A Berlin police spokesperson told the news agency AFP on Sunday (May 21) that they have launched an investigation into the possible poisoning of two Russians in exile who had health issues after attending a dissident meeting in Berlin. “The investigation is in progress,” the spokesperson said.
Agentstvo, a Russian investigative media outlet, reported earlier this week that two people who went to a Berlin meeting of Russian dissidents from April 29-30 had health troubles.
A journalist who had recently fled Russia had some symptoms during the meeting and said they might have begun before. The journalist was taken to the Charite University Hospital in Berlin, where poisoned opposition leader Alexei Navalny was treated in 2020.

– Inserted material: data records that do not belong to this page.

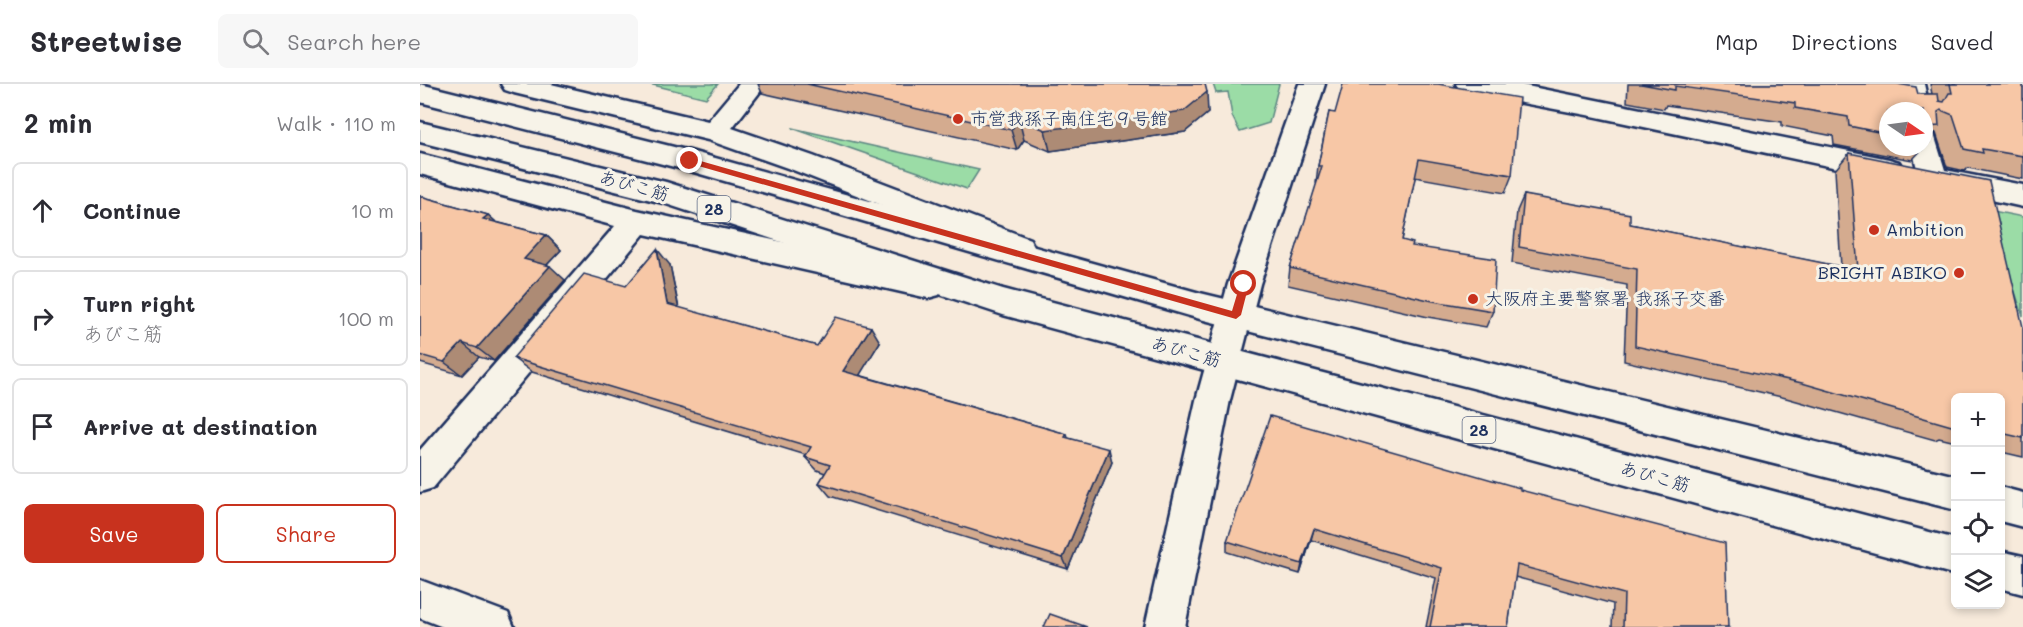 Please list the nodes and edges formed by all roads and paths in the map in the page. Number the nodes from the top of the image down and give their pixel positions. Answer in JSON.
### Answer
{"nodes":[{"id":1,"x":514,"y":84,"type":"edge"},
{"id":2,"x":753,"y":84,"type":"edge"},
{"id":3,"x":1312,"y":84,"type":"edge"},
{"id":4,"x":1469,"y":84,"type":"edge"},
{"id":5,"x":1911,"y":84,"type":"edge"},
{"id":6,"x":420,"y":93,"type":"edge"},
{"id":7,"x":1592,"y":95,"type":"edge"},
{"id":8,"x":1915,"y":102,"type":"edge"},
{"id":9,"x":420,"y":132,"type":"edge"},
{"id":10,"x":714,"y":132,"type":"junction"},
{"id":11,"x":1928,"y":156,"type":"edge"},
{"id":12,"x":420,"y":164,"type":"edge"},
{"id":13,"x":1933,"y":178,"type":"junction"},
{"id":14,"x":2023,"y":196,"type":"edge"},
{"id":15,"x":637,"y":221,"type":"junction"},
{"id":16,"x":1070,"y":267,"type":"junction"},
{"id":17,"x":1003,"y":302,"type":"junction"},
{"id":18,"x":1236,"y":315,"type":"junction"},
{"id":19,"x":1223,"y":362,"type":"junction"},
{"id":20,"x":420,"y":476,"type":"edge"},
{"id":21,"x":1951,"y":492,"type":"edge"},
{"id":22,"x":2005,"y":505,"type":"edge"},
{"id":23,"x":2023,"y":510,"type":"edge"},
{"id":24,"x":1951,"y":556,"type":"edge"},
{"id":25,"x":2005,"y":570,"type":"edge"},
{"id":26,"x":2023,"y":575,"type":"edge"},
{"id":27,"x":439,"y":613,"type":"edge"},
{"id":28,"x":494,"y":627,"type":"edge"},
{"id":29,"x":1165,"y":627,"type":"edge"}],
"edges":[{"from":1,"to":10,"type":"main road"},
{"from":2,"to":10,"type":"main road"},
{"from":3,"to":18,"type":"main road"},
{"from":4,"to":7,"type":"main road"},
{"from":5,"to":8,"type":"main road"},
{"from":6,"to":16,"type":"main road","name":"あびこ筋","number":"28"},
{"from":7,"to":13,"type":"main road"},
{"from":9,"to":17,"type":"main road","name":"あびこ筋","number":"28"},
{"from":10,"to":16,"type":"main road"},
{"from":11,"to":13,"type":"main road"},
{"from":12,"to":15,"type":"main road"},
{"from":13,"to":14,"type":"main road"},
{"from":15,"to":17,"type":"main road"},
{"from":15,"to":20,"type":"main road"},
{"from":16,"to":18,"type":"main road","name":"あびこ筋","number":"28"},
{"from":17,"to":19,"type":"main road","name":"あびこ筋","number":"28"},
{"from":18,"to":19,"type":"main road"},
{"from":18,"to":21,"type":"main road","name":"あびこ筋","number":"28"},
{"from":19,"to":24,"type":"main road","name":"あびこ筋","number":"28"},
{"from":19,"to":29,"type":"main road"},
{"from":22,"to":23,"type":"main road"},
{"from":25,"to":26,"type":"main road"},
{"from":27,"to":28,"type":"main road"}]}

Natalia Arno, another Russian exile, was the second person.
According to Agentstvo, Arno, who runs the US-based NGO Free Russian Foundation, went to Prague after the Berlin meeting. There, she found her hotel room open and had symptoms. She flew to the US the next day and sought medical and official help.

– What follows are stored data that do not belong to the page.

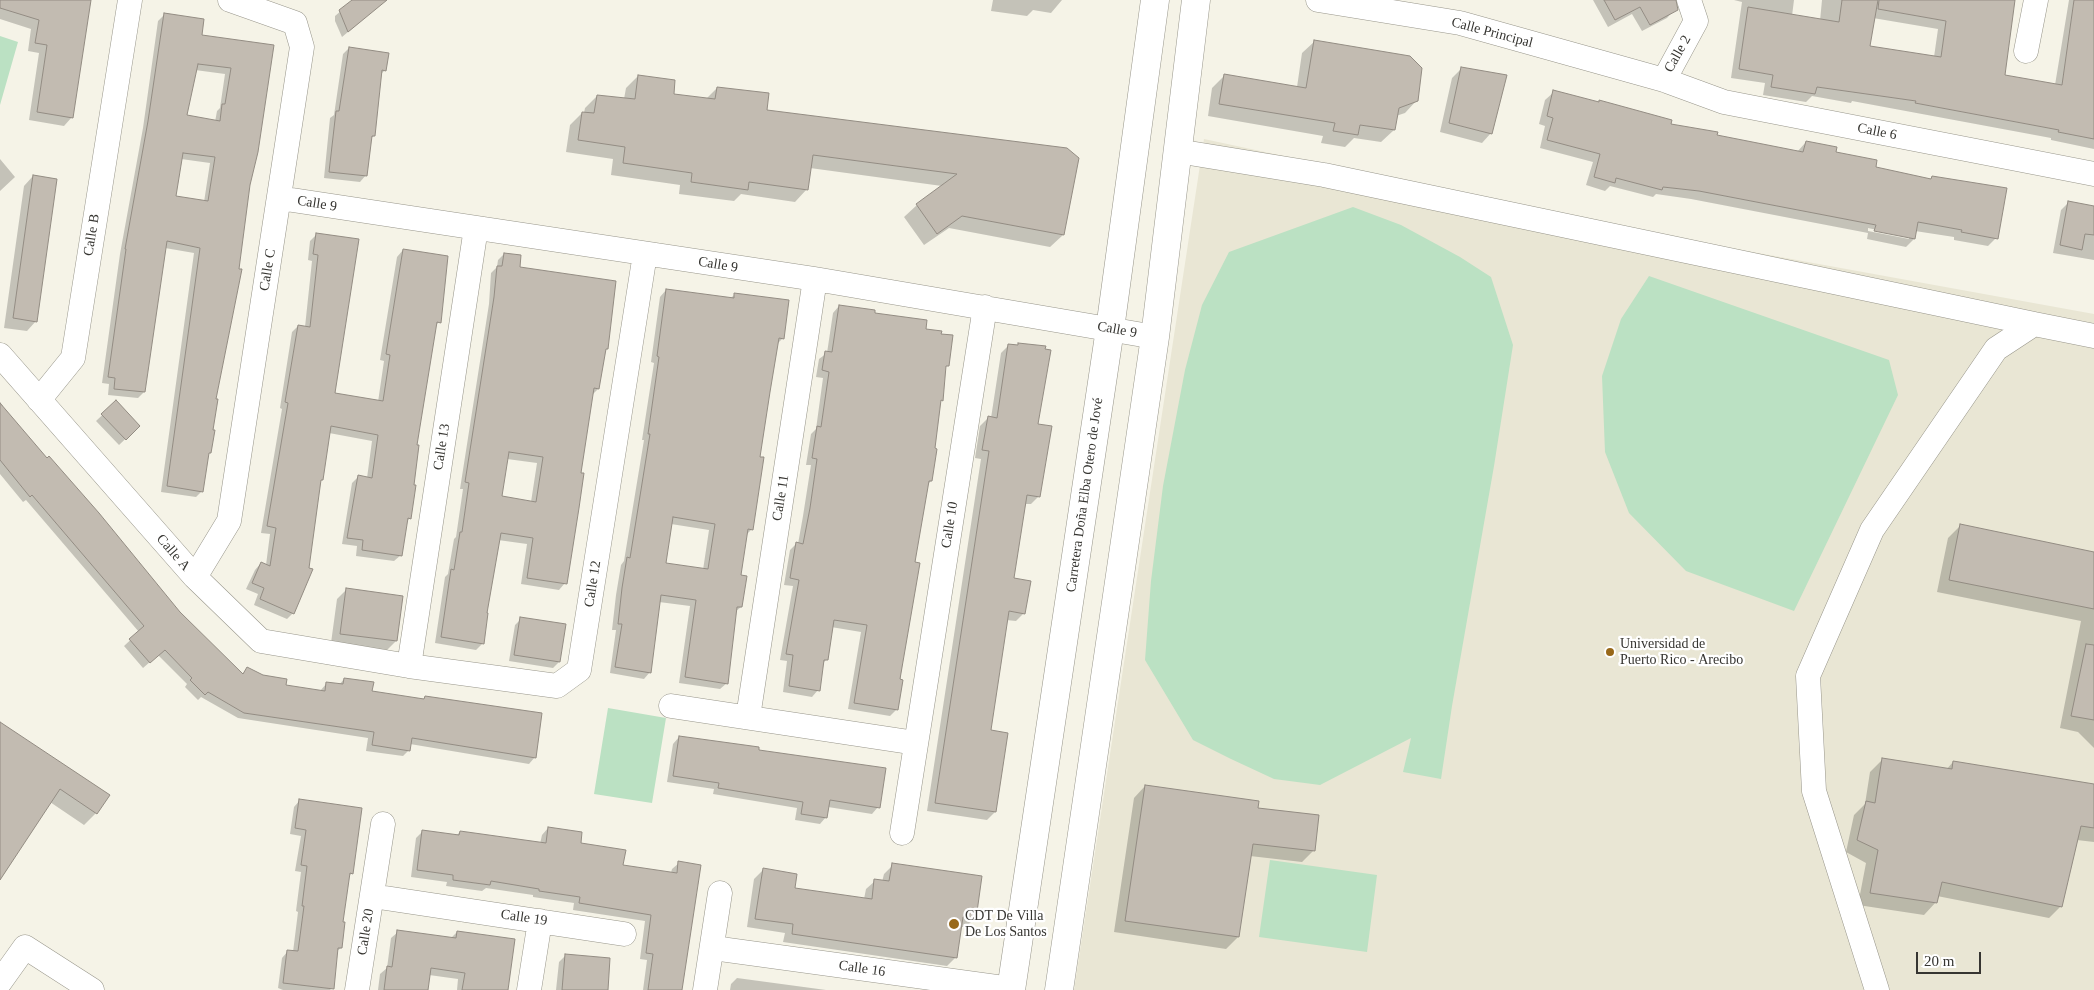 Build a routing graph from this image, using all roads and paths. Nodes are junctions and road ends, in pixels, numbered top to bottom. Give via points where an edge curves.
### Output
1 (130, 0) edge
2 (230, 0) edge
3 (1155, 0) edge
4 (1196, 0) edge
5 (1318, 0) edge
6 (1689, 0) edge
7 (2036, 0) edge
8 (2026, 51) dead end
9 (1664, 80) junction
10 (1140, 108) junction
11 (1178, 151) junction
12 (2094, 174) edge
13 (279, 198) junction
14 (476, 228) junction
15 (645, 254) junction
16 (814, 279) junction
17 (985, 307) junction
18 (2034, 324) junction
19 (1110, 329) junction
20 (2094, 336) edge
21 (1155, 337) junction
22 (0, 355) edge
23 (39, 400) junction
24 (194, 577) junction
25 (339, 654) joint
26 (409, 666) junction
27 (671, 706) dead end
28 (748, 717) junction
29 (916, 743) junction
30 (383, 824) dead end
31 (902, 833) dead end
32 (720, 893) dead end
33 (372, 896) junction
34 (425, 904) joint
35 (540, 921) junction
36 (624, 934) dead end
37 (712, 948) junction
38 (879, 980) edge
39 (0, 982) edge
40 (92, 990) edge
41 (357, 990) edge
42 (529, 990) edge
43 (705, 990) edge
44 (1011, 990) edge
45 (1059, 990) edge
46 (1877, 990) edge

1 - 23 street, Calle B via 72,358
2 - 13 street, Calle C via 295,23 302,47
3 - 10 street, Carretera Doña Elba Otero de Jové
4 - 11 street
5 - 9 street, Calle Principal via 1460,23
6 - 9 street, Calle 2 via 1696,22
7 - 8 street
9 - 12 street, Calle 6 via 1724,102
10 - 11 street via 1167,144
10 - 19 street, Carretera Doña Elba Otero de Jové
11 - 18 street via 1324,175
11 - 21 street
13 - 14 street, Calle 9
13 - 24 street, Calle C via 229,521
14 - 15 street, Calle 9
14 - 26 street, Calle 13
15 - 16 street, Calle 9
15 - 26 street, Calle 12 via 579,670 557,686
16 - 17 street, Calle 9
16 - 28 street, Calle 11
17 - 19 street, Calle 9
17 - 29 street, Calle 10
18 - 20 street
18 - 46 street via 1996,349 1872,530 1808,676 1814,791
19 - 21 street, Calle 9
19 - 44 street, Carretera Doña Elba Otero de Jové
21 - 45 street
22 - 23 street
23 - 24 street, Calle A
24 - 25 street, Calle A via 260,640
25 - 26 street, Calle 12
27 - 28 street
28 - 29 street
29 - 31 street, Calle 10
30 - 33 street
32 - 37 street
33 - 34 street, Calle 20
33 - 41 street, Calle 20
34 - 35 street, Calle 19
35 - 36 street, Calle 19
35 - 42 street
37 - 38 street, Calle 16
37 - 43 street
38 - 44 street, Calle 16
39 - 40 street via 25,947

On Facebook, Arno wrote about her “sharp pain” and “numbness” and said the first “strange symptoms” started before she got to Prague. She said she was feeling better but still had symptoms.

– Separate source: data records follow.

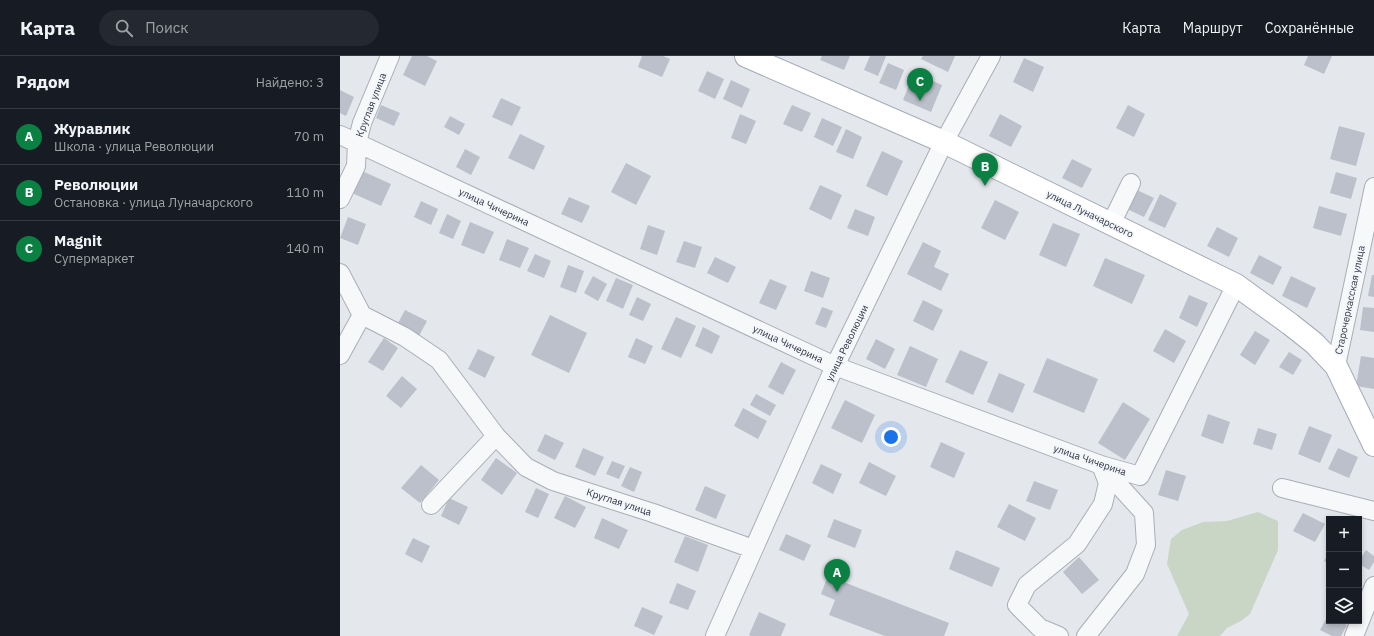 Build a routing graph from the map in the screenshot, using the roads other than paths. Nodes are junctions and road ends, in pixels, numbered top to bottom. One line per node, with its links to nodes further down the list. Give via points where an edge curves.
1 (390, 56): 6 (street, Круглая улица, via 362,123)
2 (746, 56): 5 (main road, улица Луначарского)
3 (990, 56): 5 (street, улица Революции)
4 (340, 135): 6 (street, улица Чичерина)
5 (944, 142): 10 (main road, улица Луначарского); 15 (street, улица Революции)
6 (357, 143): 9 (street, Круглая улица, via 356,166); 15 (street, улица Чичерина)
7 (1131, 183): 10 (street)
8 (1374, 187): 16 (street, Старочеркасская улица)
9 (340, 199)
10 (1111, 224): 12 (main road, улица Луначарского)
11 (340, 273): 13 (street)
12 (1236, 285): 16 (main road, улица Луначарского, via 1314,343); 19 (street, улица Чичерина, via 1140,476)
13 (362, 315): 14 (street); 17 (street, Круглая улица, via 439,360)
14 (340, 355)
15 (835, 366): 19 (street, улица Чичерина); 23 (street, улица Революции)
16 (1336, 366): 18 (main road, улица Луначарского)
17 (496, 436): 21 (street); 23 (street, Круглая улица, via 526,467 553,481)
18 (1374, 445)
19 (1101, 466): 26 (street, via 1108,483 1103,504 1077,544 1027,585 1017,605 1040,628); 27 (street, via 1144,513 1146,545 1134,574)
20 (1282, 488): 22 (street)
21 (431, 505)
22 (1374, 511)
23 (753, 549): 25 (street, улица Революции)
24 (1374, 586): 28 (street)
25 (715, 636)
26 (1059, 636)
27 (1086, 636)
28 (1354, 636)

More details are expected.
Russia has denied that its secret services poisoned Kremlin critics in Russia and abroad.
Alexei Navalny, a jailed opposition figure, was poisoned with Novichok, a nerve agent made in the Soviet Union. On May 10, the UN Special Rapporteur on torture urged “urgent and comprehensive” medical care for Navalny amid reports of his worsening health.
Alice Edwards, the UN Special Rapporteur on torture and other cruel, inhuman or degrading treatment or punishment, said in a statement: “I am distressed by the deteriorating state of Mr Navalny’s health and the apparent lack of satisfactory diagnosis and medical treatment.”